> [Task item]
Which lines mention "Жылыбаева"? Show each one from the listing.

□ □ □

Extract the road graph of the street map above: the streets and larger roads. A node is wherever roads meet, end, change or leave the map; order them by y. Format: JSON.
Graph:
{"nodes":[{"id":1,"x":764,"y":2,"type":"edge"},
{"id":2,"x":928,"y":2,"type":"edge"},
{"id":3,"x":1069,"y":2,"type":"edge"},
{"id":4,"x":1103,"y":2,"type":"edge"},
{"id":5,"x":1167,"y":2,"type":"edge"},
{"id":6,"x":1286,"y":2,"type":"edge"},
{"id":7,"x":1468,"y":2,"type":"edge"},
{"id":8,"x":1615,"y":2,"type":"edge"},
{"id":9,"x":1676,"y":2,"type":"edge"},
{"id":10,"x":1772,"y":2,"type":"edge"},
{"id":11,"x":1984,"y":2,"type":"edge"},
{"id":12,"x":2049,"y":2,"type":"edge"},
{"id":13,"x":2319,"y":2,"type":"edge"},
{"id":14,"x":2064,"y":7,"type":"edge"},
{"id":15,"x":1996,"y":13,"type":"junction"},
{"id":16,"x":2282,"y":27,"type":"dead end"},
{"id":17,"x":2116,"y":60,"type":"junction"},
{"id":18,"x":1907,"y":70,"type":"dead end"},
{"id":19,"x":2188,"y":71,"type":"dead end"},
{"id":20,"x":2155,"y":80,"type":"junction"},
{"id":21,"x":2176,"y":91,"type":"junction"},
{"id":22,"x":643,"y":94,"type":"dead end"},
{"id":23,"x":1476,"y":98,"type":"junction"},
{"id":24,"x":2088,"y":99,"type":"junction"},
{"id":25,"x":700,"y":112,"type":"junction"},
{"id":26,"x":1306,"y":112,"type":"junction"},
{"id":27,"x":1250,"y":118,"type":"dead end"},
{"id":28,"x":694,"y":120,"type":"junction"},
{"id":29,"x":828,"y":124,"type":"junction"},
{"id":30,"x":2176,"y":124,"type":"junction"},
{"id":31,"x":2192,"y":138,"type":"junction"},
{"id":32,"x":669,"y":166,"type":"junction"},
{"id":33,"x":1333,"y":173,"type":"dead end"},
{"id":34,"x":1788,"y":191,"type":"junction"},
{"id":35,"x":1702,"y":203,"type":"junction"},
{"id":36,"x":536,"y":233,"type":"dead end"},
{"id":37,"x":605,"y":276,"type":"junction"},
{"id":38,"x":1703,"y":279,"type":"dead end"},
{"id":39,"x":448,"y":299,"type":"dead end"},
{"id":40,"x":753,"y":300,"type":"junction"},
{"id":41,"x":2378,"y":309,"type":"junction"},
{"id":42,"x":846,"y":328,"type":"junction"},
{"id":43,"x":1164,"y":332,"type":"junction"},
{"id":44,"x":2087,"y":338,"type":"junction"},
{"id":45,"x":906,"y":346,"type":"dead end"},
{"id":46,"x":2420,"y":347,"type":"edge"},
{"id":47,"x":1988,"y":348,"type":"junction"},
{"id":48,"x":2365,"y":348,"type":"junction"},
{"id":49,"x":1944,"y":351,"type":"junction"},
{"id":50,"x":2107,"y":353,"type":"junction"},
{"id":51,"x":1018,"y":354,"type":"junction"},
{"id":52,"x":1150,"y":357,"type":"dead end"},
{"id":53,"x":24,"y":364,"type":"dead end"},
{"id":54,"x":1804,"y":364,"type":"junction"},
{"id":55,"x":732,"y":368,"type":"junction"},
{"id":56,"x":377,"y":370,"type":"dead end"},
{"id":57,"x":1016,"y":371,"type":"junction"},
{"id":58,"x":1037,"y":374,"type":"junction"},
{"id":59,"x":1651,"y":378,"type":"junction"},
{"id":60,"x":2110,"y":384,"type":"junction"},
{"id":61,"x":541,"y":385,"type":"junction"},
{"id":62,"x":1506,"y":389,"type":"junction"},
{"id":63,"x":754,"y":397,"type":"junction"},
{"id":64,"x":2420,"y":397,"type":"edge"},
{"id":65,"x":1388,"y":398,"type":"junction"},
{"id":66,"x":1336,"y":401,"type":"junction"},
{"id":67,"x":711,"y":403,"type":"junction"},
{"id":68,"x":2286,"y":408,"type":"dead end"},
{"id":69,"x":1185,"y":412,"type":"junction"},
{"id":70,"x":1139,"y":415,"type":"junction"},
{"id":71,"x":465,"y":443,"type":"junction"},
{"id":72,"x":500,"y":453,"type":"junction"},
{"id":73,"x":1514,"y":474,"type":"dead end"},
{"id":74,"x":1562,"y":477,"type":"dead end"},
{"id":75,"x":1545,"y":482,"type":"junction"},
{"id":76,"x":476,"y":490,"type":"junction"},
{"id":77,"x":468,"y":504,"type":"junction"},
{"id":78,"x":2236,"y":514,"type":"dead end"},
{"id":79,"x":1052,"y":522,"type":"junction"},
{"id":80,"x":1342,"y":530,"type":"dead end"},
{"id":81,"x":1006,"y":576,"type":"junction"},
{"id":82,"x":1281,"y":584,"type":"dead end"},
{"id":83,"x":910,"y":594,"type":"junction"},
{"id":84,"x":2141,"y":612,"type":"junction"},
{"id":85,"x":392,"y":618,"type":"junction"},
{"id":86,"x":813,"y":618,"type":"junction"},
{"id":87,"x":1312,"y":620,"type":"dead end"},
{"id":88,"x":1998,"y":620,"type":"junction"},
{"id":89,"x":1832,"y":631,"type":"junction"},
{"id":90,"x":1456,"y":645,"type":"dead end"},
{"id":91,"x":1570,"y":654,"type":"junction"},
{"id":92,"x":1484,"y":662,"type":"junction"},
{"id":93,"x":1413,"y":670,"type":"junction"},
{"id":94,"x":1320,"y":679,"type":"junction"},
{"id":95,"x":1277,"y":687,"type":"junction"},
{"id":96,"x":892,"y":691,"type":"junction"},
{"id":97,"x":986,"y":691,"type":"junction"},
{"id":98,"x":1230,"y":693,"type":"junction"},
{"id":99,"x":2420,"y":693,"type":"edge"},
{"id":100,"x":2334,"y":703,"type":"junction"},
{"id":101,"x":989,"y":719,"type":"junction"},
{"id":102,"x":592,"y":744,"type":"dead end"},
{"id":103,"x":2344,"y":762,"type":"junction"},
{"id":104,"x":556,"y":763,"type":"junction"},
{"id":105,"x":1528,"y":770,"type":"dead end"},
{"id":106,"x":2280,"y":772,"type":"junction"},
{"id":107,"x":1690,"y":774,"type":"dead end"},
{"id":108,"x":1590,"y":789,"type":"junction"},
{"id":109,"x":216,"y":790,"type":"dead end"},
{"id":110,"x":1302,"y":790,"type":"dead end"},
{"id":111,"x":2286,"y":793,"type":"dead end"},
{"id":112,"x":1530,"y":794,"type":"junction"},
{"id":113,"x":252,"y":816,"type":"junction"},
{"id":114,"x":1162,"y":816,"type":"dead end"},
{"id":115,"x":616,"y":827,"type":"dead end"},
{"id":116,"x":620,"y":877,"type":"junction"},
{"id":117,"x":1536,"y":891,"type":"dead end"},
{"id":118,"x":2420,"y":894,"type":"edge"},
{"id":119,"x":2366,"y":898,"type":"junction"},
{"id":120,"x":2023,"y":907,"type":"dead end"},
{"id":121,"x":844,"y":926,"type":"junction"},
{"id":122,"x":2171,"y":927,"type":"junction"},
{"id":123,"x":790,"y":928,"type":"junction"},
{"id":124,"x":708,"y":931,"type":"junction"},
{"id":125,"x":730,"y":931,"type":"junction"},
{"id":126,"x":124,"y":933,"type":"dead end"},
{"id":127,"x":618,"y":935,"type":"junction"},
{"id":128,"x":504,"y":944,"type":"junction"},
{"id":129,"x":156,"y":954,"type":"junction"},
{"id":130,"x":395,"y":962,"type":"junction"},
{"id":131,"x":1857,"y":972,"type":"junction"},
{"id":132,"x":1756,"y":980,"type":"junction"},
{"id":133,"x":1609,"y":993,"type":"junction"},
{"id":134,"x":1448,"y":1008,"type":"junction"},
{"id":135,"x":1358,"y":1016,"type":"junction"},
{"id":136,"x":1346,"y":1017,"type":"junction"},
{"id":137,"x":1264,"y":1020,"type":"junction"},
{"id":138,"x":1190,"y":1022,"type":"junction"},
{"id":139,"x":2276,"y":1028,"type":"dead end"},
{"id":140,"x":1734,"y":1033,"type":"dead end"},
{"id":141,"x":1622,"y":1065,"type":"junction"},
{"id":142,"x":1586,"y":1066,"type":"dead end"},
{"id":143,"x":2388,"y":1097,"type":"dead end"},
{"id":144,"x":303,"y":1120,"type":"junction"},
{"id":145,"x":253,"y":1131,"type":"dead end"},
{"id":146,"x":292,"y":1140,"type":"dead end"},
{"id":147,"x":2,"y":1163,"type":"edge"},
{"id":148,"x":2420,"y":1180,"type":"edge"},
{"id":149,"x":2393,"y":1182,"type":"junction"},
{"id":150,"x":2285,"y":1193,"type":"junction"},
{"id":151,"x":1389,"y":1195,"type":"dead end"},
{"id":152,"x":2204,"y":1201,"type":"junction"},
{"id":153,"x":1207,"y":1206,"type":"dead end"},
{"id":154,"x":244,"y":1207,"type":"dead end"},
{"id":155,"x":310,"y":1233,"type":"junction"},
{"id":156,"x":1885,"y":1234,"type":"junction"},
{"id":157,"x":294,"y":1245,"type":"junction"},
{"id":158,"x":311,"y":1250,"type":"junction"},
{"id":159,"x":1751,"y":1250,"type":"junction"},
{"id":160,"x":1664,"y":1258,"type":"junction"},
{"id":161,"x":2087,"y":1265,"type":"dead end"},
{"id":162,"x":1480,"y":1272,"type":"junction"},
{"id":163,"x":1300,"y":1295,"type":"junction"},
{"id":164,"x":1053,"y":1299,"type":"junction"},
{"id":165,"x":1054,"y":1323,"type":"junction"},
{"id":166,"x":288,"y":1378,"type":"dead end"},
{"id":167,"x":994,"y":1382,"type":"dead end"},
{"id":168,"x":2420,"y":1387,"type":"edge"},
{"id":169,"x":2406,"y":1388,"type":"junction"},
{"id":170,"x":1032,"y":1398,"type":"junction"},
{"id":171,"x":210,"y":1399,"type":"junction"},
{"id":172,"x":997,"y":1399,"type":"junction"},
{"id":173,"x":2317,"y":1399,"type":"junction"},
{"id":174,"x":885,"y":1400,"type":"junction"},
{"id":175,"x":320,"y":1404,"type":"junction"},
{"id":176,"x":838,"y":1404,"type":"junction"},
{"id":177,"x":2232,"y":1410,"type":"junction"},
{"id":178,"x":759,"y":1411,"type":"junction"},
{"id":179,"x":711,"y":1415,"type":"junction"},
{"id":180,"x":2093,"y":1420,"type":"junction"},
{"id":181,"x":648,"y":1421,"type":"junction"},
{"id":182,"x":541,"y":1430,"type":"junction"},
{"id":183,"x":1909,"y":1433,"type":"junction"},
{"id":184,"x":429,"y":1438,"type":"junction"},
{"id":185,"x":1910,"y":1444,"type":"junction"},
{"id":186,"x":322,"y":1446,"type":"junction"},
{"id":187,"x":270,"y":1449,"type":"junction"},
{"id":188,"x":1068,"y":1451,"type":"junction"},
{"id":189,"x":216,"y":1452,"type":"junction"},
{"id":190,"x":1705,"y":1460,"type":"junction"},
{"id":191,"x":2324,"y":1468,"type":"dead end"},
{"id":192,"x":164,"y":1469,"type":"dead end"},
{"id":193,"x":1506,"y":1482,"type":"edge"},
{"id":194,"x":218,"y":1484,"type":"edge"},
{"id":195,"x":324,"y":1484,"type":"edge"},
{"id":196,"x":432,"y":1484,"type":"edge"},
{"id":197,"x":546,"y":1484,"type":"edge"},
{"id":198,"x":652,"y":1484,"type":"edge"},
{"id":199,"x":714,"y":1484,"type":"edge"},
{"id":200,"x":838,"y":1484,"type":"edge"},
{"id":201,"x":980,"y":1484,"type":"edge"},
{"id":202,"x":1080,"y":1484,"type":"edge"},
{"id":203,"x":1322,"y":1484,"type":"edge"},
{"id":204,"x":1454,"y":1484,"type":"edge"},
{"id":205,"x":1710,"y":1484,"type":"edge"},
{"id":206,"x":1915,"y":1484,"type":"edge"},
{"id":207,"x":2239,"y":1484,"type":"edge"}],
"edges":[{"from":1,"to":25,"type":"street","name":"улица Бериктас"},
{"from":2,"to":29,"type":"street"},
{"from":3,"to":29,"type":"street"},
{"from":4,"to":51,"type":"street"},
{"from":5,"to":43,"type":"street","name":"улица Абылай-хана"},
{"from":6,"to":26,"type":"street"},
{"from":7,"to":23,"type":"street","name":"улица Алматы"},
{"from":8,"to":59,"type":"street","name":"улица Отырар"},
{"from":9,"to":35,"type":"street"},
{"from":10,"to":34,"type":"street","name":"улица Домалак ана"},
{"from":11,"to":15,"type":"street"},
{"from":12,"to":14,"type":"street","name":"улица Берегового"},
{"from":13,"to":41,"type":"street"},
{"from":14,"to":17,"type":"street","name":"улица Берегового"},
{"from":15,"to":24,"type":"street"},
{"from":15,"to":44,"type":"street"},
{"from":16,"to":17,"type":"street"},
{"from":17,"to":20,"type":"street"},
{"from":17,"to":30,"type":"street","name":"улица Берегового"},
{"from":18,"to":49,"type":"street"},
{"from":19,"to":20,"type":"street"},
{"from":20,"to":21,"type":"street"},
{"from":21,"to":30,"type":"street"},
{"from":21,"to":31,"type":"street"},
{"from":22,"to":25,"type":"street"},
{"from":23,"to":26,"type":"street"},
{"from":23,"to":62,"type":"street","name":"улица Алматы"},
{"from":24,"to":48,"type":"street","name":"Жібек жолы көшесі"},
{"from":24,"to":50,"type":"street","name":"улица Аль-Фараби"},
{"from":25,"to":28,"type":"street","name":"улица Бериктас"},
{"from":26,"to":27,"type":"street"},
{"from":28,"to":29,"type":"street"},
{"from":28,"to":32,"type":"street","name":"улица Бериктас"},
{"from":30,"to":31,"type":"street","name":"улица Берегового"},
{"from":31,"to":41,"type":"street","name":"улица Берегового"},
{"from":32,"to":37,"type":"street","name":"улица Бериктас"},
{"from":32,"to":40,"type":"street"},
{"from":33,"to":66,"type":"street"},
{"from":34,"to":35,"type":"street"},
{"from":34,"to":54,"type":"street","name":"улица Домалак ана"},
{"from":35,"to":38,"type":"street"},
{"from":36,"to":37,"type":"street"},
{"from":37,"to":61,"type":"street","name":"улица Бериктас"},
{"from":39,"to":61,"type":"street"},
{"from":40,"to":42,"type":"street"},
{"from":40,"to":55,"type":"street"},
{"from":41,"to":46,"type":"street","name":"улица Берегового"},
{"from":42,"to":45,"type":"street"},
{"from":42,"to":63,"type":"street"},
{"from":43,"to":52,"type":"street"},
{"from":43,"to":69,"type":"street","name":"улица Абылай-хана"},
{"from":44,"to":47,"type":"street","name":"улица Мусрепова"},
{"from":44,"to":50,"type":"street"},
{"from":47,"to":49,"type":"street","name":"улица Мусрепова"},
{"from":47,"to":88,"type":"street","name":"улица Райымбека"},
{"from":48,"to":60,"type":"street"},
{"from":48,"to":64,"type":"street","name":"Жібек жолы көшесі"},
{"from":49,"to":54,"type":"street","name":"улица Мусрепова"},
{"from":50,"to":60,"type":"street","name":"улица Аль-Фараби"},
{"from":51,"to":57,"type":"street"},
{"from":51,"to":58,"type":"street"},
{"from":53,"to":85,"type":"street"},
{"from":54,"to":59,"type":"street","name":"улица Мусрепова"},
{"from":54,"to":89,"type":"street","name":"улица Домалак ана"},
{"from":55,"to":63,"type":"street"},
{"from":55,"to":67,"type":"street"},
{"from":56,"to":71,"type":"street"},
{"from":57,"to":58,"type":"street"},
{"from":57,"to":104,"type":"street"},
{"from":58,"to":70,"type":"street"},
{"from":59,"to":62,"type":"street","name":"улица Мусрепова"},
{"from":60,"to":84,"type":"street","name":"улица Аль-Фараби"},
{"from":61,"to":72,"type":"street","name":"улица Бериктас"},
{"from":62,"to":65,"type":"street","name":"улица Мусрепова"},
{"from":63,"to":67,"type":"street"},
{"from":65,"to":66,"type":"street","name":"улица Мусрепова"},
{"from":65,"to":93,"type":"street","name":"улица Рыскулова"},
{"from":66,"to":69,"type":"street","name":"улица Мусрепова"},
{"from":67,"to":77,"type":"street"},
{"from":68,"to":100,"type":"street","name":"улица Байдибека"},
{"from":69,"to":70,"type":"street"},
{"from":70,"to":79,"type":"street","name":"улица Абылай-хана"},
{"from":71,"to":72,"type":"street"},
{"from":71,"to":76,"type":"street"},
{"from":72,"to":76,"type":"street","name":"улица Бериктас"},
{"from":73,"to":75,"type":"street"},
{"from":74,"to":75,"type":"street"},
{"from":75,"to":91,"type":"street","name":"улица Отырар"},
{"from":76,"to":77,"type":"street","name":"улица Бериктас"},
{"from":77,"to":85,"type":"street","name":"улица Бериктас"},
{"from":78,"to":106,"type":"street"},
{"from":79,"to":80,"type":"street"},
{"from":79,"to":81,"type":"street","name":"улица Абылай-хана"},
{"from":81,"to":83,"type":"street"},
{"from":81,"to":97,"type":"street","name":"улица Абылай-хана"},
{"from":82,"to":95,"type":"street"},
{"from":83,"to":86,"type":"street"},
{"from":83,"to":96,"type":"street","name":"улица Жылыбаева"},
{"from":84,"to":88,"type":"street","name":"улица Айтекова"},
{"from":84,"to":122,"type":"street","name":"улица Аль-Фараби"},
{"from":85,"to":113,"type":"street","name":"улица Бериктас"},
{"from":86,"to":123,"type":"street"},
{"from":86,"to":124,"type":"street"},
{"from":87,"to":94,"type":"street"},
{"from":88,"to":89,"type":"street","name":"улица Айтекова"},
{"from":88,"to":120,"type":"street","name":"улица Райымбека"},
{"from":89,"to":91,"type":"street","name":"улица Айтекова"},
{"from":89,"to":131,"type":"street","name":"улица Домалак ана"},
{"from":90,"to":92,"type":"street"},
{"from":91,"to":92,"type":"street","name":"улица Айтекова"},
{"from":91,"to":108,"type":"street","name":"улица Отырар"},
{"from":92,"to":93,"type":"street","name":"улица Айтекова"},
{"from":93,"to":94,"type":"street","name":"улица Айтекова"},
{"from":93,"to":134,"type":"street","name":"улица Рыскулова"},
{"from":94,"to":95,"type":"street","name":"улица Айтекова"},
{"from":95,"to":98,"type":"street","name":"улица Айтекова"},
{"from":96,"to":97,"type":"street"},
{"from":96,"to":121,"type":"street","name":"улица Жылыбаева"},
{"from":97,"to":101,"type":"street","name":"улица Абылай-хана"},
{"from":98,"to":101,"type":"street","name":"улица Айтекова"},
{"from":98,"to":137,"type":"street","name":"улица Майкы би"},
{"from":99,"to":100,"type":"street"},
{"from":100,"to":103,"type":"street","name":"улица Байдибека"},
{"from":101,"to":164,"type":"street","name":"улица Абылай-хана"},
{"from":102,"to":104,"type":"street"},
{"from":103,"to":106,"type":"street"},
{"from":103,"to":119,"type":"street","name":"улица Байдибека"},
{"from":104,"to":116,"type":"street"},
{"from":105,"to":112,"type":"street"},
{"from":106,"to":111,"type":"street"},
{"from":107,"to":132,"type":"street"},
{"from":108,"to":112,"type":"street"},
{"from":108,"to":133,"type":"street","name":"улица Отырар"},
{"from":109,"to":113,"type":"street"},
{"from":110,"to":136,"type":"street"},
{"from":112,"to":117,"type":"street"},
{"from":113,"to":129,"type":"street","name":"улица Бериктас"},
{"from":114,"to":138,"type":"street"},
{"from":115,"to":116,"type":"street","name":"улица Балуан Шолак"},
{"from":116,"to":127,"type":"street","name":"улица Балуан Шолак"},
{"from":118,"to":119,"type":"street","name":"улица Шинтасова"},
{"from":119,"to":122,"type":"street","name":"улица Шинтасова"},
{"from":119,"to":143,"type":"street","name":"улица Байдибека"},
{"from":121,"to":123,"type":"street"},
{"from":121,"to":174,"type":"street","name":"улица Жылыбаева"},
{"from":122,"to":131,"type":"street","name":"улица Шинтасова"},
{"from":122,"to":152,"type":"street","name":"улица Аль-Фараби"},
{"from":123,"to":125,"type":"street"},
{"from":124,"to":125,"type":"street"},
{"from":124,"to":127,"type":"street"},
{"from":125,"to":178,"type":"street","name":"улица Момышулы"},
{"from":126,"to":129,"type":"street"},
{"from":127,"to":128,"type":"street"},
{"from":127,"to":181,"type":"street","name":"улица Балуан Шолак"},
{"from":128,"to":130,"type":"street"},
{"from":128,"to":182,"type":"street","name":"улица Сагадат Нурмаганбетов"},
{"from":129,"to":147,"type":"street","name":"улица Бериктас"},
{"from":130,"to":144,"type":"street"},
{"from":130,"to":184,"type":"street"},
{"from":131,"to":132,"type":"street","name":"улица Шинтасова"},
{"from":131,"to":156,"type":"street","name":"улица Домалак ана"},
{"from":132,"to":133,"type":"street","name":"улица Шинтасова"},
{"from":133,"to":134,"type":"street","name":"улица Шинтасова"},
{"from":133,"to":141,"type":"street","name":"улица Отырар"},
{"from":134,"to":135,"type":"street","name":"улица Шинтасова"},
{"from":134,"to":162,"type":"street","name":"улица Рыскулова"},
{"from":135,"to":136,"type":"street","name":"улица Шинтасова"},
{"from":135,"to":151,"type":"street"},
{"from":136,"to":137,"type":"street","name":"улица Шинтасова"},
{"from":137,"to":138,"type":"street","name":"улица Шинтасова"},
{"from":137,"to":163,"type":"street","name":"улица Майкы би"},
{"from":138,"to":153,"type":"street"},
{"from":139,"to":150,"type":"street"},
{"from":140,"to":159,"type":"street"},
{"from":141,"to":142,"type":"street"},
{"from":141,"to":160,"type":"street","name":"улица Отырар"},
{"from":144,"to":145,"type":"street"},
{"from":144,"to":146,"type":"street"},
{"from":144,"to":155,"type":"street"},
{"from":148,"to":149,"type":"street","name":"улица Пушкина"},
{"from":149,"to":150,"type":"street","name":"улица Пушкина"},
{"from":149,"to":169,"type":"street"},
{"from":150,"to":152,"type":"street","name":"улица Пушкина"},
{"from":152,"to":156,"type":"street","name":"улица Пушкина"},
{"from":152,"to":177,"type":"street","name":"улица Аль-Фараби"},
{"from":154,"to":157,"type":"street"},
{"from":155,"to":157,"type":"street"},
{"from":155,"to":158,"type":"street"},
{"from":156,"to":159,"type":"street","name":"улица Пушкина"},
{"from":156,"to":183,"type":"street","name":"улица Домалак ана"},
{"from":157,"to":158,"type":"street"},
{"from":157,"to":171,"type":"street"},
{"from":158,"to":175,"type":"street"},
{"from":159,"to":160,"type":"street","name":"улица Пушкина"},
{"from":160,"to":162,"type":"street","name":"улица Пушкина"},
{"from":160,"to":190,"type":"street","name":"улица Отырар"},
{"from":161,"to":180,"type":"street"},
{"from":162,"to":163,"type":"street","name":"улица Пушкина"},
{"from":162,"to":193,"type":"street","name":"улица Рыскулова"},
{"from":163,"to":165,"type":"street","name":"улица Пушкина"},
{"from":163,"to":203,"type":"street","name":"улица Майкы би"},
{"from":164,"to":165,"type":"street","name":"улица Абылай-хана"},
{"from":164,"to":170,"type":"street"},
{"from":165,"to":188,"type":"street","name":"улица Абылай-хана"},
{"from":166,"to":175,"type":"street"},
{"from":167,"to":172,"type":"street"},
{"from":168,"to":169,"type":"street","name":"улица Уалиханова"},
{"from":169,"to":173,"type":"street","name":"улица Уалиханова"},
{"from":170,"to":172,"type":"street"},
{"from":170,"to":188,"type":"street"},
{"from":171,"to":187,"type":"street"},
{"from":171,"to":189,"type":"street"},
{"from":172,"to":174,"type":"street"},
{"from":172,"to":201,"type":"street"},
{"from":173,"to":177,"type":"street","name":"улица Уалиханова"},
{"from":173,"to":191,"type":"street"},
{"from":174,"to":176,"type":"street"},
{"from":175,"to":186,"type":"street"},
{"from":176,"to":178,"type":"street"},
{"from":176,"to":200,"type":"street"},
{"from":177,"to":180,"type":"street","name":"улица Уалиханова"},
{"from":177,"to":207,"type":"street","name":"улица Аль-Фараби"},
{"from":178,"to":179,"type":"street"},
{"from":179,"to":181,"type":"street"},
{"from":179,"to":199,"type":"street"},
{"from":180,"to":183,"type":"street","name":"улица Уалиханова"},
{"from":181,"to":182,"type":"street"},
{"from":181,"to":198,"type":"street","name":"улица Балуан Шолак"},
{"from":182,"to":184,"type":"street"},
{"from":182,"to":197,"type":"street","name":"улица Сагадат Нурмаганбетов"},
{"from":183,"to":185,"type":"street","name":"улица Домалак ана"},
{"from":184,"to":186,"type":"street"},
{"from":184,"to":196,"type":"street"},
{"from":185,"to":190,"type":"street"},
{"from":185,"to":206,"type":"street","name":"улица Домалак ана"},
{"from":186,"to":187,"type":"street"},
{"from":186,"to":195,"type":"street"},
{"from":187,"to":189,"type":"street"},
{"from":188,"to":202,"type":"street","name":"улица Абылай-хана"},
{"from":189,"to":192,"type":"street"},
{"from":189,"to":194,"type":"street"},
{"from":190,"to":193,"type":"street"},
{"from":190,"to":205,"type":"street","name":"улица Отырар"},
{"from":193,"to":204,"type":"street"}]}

□ □ □

> [Result]
{"from":83,"to":96,"type":"street","name":"улица Жылыбаева"},
{"from":96,"to":121,"type":"street","name":"улица Жылыбаева"},
{"from":121,"to":174,"type":"street","name":"улица Жылыбаева"},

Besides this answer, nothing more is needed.